> **Task details**: Which lines below contain the word "down"? Copy each of them.
*** Given records
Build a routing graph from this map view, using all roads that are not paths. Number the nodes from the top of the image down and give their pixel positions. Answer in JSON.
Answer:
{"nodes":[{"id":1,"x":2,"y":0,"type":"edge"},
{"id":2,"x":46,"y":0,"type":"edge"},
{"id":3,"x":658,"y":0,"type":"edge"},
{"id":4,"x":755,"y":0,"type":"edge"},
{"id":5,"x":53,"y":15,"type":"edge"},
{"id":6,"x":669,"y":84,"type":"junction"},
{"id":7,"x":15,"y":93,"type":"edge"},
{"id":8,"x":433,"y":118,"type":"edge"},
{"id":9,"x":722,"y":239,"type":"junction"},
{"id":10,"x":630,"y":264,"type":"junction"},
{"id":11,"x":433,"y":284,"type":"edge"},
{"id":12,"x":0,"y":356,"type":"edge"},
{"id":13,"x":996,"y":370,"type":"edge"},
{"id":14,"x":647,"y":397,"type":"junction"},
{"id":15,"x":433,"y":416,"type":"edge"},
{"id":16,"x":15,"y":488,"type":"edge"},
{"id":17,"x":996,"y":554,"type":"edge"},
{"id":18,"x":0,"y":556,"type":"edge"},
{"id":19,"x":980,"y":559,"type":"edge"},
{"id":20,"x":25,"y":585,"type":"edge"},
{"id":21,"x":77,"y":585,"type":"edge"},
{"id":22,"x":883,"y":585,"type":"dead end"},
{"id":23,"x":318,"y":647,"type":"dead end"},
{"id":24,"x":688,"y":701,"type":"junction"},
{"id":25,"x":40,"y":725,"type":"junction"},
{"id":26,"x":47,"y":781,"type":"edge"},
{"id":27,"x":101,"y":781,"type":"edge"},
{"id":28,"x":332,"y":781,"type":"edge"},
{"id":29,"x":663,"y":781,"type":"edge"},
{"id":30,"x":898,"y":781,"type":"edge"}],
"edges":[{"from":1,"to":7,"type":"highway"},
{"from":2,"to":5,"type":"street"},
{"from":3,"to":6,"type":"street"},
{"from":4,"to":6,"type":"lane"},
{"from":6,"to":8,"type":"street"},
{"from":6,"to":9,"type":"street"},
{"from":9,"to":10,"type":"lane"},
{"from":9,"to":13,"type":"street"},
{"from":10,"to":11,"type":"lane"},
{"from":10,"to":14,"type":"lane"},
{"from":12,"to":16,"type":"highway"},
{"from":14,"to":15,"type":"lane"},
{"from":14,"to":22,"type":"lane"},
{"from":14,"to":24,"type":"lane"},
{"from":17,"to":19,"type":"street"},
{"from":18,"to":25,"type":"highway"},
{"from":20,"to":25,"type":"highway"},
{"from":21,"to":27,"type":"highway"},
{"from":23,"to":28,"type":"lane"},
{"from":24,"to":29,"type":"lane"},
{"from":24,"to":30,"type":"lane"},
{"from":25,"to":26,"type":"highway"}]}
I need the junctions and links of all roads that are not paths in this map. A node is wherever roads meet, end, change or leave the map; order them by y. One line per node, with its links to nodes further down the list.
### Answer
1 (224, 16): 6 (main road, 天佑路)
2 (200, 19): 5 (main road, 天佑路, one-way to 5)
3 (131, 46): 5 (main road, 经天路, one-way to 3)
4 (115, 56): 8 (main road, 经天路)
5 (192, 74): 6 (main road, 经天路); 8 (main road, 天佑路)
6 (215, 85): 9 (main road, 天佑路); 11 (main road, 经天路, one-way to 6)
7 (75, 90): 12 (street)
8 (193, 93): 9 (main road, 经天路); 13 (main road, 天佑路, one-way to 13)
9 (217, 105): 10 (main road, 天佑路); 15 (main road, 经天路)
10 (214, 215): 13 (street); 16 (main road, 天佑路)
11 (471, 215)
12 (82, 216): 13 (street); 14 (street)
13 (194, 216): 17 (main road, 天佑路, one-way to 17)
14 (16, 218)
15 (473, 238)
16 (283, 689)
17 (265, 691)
******
*** Given records
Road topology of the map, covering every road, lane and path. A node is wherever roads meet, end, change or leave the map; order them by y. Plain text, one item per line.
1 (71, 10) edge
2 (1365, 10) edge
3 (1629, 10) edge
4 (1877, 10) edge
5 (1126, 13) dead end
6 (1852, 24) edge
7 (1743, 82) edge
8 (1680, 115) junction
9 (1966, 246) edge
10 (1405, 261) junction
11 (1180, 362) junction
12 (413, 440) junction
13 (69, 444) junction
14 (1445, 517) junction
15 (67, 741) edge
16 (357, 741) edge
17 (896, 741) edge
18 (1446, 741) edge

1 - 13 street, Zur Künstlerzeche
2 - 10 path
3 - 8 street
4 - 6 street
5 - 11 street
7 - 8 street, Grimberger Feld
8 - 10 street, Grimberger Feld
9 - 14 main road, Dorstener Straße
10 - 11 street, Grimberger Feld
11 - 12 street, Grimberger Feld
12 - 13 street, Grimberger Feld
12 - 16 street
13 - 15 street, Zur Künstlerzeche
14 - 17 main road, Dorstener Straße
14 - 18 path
******
> **Task result**:
Build a routing graph from this map view, using all roads that are not paths. Number the nodes from the top of the image down and give their pixel positions. Answer in JSON.
I need the junctions and links of all roads that are not paths in this map. A node is wherever roads meet, end, change or leave the map; order them by y. One line per node, with its links to nodes further down the list.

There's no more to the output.